Nevertheless, there was no evidence that use of cannabis led to the development of conduct disorder or to more serious use of other drugs; all of the evidence pointed to the reverse.
This suggests that the prior findings may have been due to the failure to examine the effects of problem behavior on cannabis use. It may also reflect changes in how the drug is used in today’s more accepting environment.
Cannabis not the risk some fear?
In one sense, these findings are reassuring. They suggest that greater access to cannabis need not have the deleterious effects once feared.
Yet cannabis is still a potentially addictive substance, just as alcohol and tobacco, the other drugs that many adolescents are likely to try. And despite the use of these popular drugs, there was very little evidence of gateway effects to harder drugs, such as heroin or other opioids. The gateway hypothesis regarding adolescent drug use has lost a lot of its credibility following more careful research on the effects of the drugs that adolescents are likely to try. Indeed, youth who use one drug are also likely to use others, as opposed to one leading to another. And as we found, substance use disorders tend to cluster across drugs.
As noted above, teens with friends who used cannabis were also more likely to start using the substance. This suggests that as the drug becomes more available, it is likely to spread through peer networks, just as alcohol does now despite it being restricted in sales to those over age 20.
And this further suggests that there will likely be more cases of substance use disorder attributed to cannabis. Based on our teenage cohort’s experience with alcohol, we estimate that less than 25 percent of youth who use alcohol consistently will develop a mild case of alcohol use disorder. It would not be surprising if the same thing happens as cannabis becomes more available.
Cannabis not harmless
Our findings suggest that cannabis is not a harmless drug, and policymakers and parents should proceed with this awareness as it becomes more available. Youth who are susceptible to psychosis are playing with fire when using strong doses of the drug. And parents may not know if their teen is susceptible.
Evidence to date in the states that have legalized marijuana for recreational use suggests that motor vehicle fatalities due to crashes do not increase post-legalization. However, there is some evidence that it may lead to more non-fatal crashes.
On the other hand, cannabis is increasingly recognized as an effective pain killer for many who suffer from chronic conditions, and the states that have legalized medical marijuana have experienced a decline in prescriptions for opioids.
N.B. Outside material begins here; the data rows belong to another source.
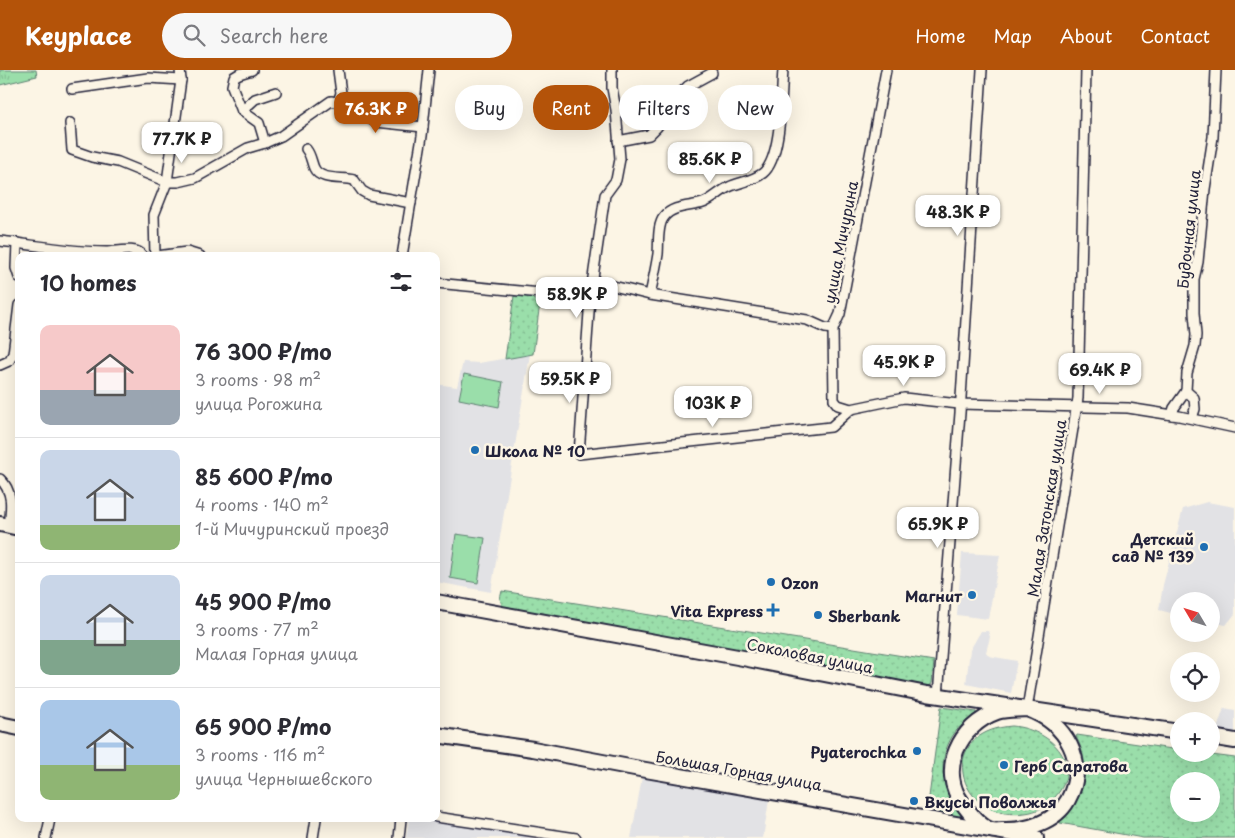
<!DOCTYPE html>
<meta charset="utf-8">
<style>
:root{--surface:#fff;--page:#f7f7f7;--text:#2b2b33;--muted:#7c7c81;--line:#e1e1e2;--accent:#b45309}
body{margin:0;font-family:"Playpen Sans",sans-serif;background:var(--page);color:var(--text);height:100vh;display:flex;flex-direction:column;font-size:19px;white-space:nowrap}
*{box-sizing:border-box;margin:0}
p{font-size:16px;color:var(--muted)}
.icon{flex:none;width:28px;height:28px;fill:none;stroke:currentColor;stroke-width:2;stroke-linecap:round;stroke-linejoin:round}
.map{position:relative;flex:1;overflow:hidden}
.side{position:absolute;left:15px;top:182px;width:425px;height:570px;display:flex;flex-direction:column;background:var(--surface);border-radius:10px;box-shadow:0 5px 20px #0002}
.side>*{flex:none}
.hud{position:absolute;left:455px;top:15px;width:475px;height:45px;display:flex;gap:10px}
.needle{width:32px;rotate:308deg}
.tools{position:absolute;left:1170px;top:522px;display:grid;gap:10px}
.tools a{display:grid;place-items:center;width:50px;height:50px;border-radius:50%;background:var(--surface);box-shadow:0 5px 20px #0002;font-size:25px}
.price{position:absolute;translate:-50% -42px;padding:0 11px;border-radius:10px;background:#fff;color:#222;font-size:16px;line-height:32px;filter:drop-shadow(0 1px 2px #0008)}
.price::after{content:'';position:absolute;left:50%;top:30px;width:15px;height:11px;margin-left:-8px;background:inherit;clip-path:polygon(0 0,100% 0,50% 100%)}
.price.on{background:var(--accent);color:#fff}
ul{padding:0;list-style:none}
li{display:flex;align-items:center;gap:15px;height:125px;padding:0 25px}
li+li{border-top:1px solid var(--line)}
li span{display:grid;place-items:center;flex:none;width:140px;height:100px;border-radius:10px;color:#555}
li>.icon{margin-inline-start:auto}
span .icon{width:60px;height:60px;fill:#fffc;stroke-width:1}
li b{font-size:21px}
h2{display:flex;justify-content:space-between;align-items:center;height:60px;padding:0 25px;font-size:21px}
.chip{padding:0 18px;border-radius:22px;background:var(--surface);box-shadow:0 5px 20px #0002;font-size:18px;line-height:45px}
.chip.on{background:var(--accent);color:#fff}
header{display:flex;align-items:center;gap:30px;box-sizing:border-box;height:70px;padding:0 25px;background:var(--accent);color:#fff}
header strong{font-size:24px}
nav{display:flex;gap:28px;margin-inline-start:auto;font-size:18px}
.search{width:350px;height:45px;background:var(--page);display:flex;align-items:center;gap:12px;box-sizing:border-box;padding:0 18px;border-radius:28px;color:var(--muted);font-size:19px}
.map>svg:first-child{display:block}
.built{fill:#e2e2e5}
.grass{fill:url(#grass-dots);stroke:#5e8072;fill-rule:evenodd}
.park{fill:url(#park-tufts);stroke:#5e8072}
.pitch{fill:#9adeaa;stroke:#5e8072}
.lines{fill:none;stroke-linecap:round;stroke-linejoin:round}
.minor-casing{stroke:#22223b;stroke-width:12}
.primary-casing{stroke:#22223b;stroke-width:18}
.minor{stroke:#fcf5e5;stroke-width:9}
.primary{stroke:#fcf5e5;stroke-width:14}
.poi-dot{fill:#1f6fb2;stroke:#fcf5e5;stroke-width:2}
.labels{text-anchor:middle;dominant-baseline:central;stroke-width:5;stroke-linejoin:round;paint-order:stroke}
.street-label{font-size:15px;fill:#22223b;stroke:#fcf5e5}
.poi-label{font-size:15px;font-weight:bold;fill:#22223b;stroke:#fcf5e5;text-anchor:start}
</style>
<header>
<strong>Keyplace</strong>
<div class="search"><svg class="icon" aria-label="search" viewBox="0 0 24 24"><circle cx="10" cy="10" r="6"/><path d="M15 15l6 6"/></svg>Search here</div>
<nav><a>Home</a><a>Map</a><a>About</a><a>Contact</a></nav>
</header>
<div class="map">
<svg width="1235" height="768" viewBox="0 0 1235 768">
<defs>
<pattern id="grass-dots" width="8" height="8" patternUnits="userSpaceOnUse" patternTransform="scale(1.25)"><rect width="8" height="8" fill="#9adeaa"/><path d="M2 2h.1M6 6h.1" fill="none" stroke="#84be93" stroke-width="1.8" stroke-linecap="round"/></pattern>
<pattern id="park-tufts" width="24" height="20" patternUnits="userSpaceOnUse" patternTransform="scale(1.25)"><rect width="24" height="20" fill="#9adeaa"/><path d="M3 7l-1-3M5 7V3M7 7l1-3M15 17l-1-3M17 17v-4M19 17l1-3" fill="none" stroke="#84be93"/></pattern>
</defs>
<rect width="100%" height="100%" fill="#fcf5e5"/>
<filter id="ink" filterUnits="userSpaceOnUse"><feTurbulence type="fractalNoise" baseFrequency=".02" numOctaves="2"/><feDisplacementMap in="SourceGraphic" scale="10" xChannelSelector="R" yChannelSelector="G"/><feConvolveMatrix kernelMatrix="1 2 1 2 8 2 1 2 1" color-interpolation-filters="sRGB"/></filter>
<g filter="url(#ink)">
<g class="built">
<polygon points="530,284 491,522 436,512 436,314 457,317 463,292 479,293"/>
<polygon points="1207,432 1235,437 1235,544 1226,555 1211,552 1211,531 1179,531 1179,545 1159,540 1163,515 1183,439"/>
<polygon points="962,483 1000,485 988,549 957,545"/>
<polygon points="981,561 988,561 990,567 986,582 989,586 1017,591 1011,623 966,614 970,580"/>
<polygon points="1224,638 1235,640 1235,664 1216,662"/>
<polygon points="436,672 443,673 436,713"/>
<polygon points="642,708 769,730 763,768 631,768"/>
<polygon points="409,749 424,749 545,768 406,768"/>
</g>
<g class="grass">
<polygon points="514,226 530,227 540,233 533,284 505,289"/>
<polygon points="502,521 934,591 932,613 931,615 928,616 503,538 500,529"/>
<path d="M 941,637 L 976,642 L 976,646 C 939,662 932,715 961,742 L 960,747 L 927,742 Z"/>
<path d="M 1012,656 C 1048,659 1086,692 1055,727 C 1048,736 1036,742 1025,743 C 957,753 933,662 1012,656 Z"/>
<path d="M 1077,665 L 1179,680 L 1179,684 L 1204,684 L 1235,688 L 1235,768 L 1143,768 L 1060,753 L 1060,750 C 1086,729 1092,696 1076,667 ZM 1211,711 L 1211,744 L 1179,744 L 1179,711 Z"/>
</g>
<polygon class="park" points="0,0 36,0 37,6 0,15"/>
<g class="pitch">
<polygon points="464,304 503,312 499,337 459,329"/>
<polygon points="456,464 485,468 478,513 450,508"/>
</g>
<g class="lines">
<defs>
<g id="minor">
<polyline points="252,0 239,4 234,7 232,16 242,41 259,53 265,73"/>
<polyline points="338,0 341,23 338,32"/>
<polyline points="612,0 612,18 616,40 620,89 616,110 605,125 590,228 579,384 831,357 851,339 904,328 959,334 1128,338 1179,346 1235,358"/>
<polyline points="72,19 148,8 181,10"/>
<polyline points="242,41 255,29 276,22"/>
<polyline points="70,53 72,80 92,87 118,92 167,112 178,112 195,108 248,78 265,73 281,66 331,31 341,33 376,52 423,57"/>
<polyline points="618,71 649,65 657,57 680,24 688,16 712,3"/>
<path d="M 306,79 C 311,85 311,91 314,98 C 320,111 342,107 354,110 L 362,121 L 369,125 L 411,133"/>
<path d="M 0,171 C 35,175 70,182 106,182 C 116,182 136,176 143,186"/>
<polyline points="17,173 16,198 19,207"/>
<polyline points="155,186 154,145 167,112 181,10 180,0"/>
<polyline points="157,186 187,182 200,186"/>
<polyline points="402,186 422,66 429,0"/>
<polyline points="436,213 572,226 584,223 593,215 601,213 650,225 807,250 825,258 833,259"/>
<path d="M 650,225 C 653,211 656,197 658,184 C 659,173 657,155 664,147 C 673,135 691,137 703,133 C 712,130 720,121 729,117 C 740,112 753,111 763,103 C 782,88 781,23 783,0"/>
<polyline points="0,295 9,291 13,284 19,235"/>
<polyline points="851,339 838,335 834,330 833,259 840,244 886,0"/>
<polyline points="1172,345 1174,338 1186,321"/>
<polyline points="1192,348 1195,339 1194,328 1186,321 1187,303 1195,276 1196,265 1194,243 1194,209 1198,192 1205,119 1213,67 1216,0"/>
<path d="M 0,409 C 14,422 11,439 9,456"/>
<polyline points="938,626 960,343 982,0"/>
<polyline points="1027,639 1078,328 1086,0"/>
<polyline points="436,747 576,768"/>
<polyline points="46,768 50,749"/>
<polyline points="313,768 316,749"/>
<polyline points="399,768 401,749"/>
</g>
<g id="primary">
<polyline points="0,454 19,458"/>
<polyline points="436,532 743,588 927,624 1179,662"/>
<path d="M 1027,639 C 1066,653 1089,691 1068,730 C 1056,752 1026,761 1002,760 C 999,760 994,761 991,760 C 979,756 970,743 963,734 C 937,700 960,655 997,642 C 1006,639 1017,640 1027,639 Z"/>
<polyline points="0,654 19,658"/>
<polyline points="436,665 533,679 640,699 1036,768"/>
<polyline points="1211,667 1235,671"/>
</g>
</defs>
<use href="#minor" class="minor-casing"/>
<use href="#primary" class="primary-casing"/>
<use href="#minor" class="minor"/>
<use href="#primary" class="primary"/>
</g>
</g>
<g class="poi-dot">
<circle cx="475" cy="380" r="5"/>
<circle cx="1204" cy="477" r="5"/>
<circle cx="771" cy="512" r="5"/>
<circle cx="972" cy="525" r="5"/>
<path d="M770.5 532.5h5v5h5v5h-5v5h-5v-5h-5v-5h5z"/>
<circle cx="818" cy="545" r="5"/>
<circle cx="917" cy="681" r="5"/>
<circle cx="1004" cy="695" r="5"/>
<circle cx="914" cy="731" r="5"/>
</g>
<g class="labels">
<g class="street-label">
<text transform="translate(1188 159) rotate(-84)">Будочная улица</text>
<text transform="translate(840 172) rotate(-79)">улица Мичурина</text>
<text transform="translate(1046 438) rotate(-81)">Малая Затонская улица</text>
<text transform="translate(810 585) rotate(11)">Соколовая улица</text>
<text transform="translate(739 700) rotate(10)">Большая Горная улица</text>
</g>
<g class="poi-label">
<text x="485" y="380">Школа № 10</text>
<text x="1194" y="468" text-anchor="end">Детский<tspan x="1194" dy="17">сад № 139</tspan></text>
<text x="781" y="512">Ozon</text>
<text x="962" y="525" text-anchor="end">Магнит</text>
<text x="763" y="540" text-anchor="end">Vita Express</text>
<text x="828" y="545">Sberbank</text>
<text x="907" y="681" text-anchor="end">Pyaterochka</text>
<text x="1014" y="695">Герб Саратова</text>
<text x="924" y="731">Вкусы Поволжья</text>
</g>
</g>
</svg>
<div class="tools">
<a><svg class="needle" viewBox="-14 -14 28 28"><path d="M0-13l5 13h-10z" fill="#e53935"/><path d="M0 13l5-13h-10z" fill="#7c7c81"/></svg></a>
<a><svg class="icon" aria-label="locate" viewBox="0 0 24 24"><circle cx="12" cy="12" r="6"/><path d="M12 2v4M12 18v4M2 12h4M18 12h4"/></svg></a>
<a>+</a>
<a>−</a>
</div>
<b class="price on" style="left:376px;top:64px">76.3K ₽</b>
<b class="price" style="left:182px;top:94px">77.7K ₽</b>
<b class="price" style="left:710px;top:114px">85.6K ₽</b>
<b class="price" style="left:958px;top:167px">48.3K ₽</b>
<b class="price" style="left:577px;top:249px">58.9K ₽</b>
<b class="price" style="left:904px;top:317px">45.9K ₽</b>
<b class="price" style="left:1100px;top:325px">69.4K ₽</b>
<b class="price" style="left:570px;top:334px">59.5K ₽</b>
<b class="price" style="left:713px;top:358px">103K ₽</b>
<b class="price" style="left:938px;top:479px">65.9K ₽</b>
<div class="hud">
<a class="chip">Buy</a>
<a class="chip on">Rent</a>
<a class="chip">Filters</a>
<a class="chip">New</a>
</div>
<section class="side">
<h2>10 homes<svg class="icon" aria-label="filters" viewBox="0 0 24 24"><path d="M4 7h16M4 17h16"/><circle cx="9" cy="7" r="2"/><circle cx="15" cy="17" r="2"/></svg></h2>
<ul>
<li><span style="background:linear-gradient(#f6c9c9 65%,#9aa5b1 0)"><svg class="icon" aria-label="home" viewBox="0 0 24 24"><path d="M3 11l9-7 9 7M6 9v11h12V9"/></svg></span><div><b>76 300 ₽/mo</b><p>3 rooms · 98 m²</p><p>улица Рогожина</p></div></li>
<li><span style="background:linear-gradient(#c9d6e8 75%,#8fb573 0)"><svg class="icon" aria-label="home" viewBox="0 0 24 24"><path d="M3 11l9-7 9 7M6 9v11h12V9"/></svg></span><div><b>85 600 ₽/mo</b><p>4 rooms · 140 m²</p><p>1-й Мичуринский проезд</p></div></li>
<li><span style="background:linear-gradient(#c9d6e8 65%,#7fa58c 0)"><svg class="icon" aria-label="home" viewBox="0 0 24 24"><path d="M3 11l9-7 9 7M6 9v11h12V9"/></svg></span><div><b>45 900 ₽/mo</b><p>3 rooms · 77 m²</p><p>Малая Горная улица</p></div></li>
<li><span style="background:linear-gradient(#a9c7e8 65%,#8fb573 0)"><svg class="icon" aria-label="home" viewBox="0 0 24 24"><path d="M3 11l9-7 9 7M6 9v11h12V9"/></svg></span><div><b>65 900 ₽/mo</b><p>3 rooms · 116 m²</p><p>улица Чернышевского</p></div></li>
</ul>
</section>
</div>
But the connections between cannabis and opioid use are complex. There is some evidence that use of cannabis in adults can lead to greater use of opioids, but this too is older research which may not reflect the medical use of the drug. Determining the overall benefits of cannabis will continue to be a subject of research.
All of this evidence points to the increasing recognition that cannabis is incorrectly labeled as a Schedule 1 drug by the U.S. government, along with heroin, LSD and ecstasy. This classification designates cannabis as having “no currently accepted medical use and a high potential for abuse.” Considerable experience along with the growing consensus of the medical community suggests that this conclusion is no longer tenable.
Our study also suggests that fears about the drug’s potential gateway effects in causing harms for adolescents have been exaggerated. A sound policy going forward will require a balanced appraisal of both its benefits and harms.
Dan Romer has received funding from the National Institute on Drug Abuse. But this commentary does not necessarily reflect the views of NIDA.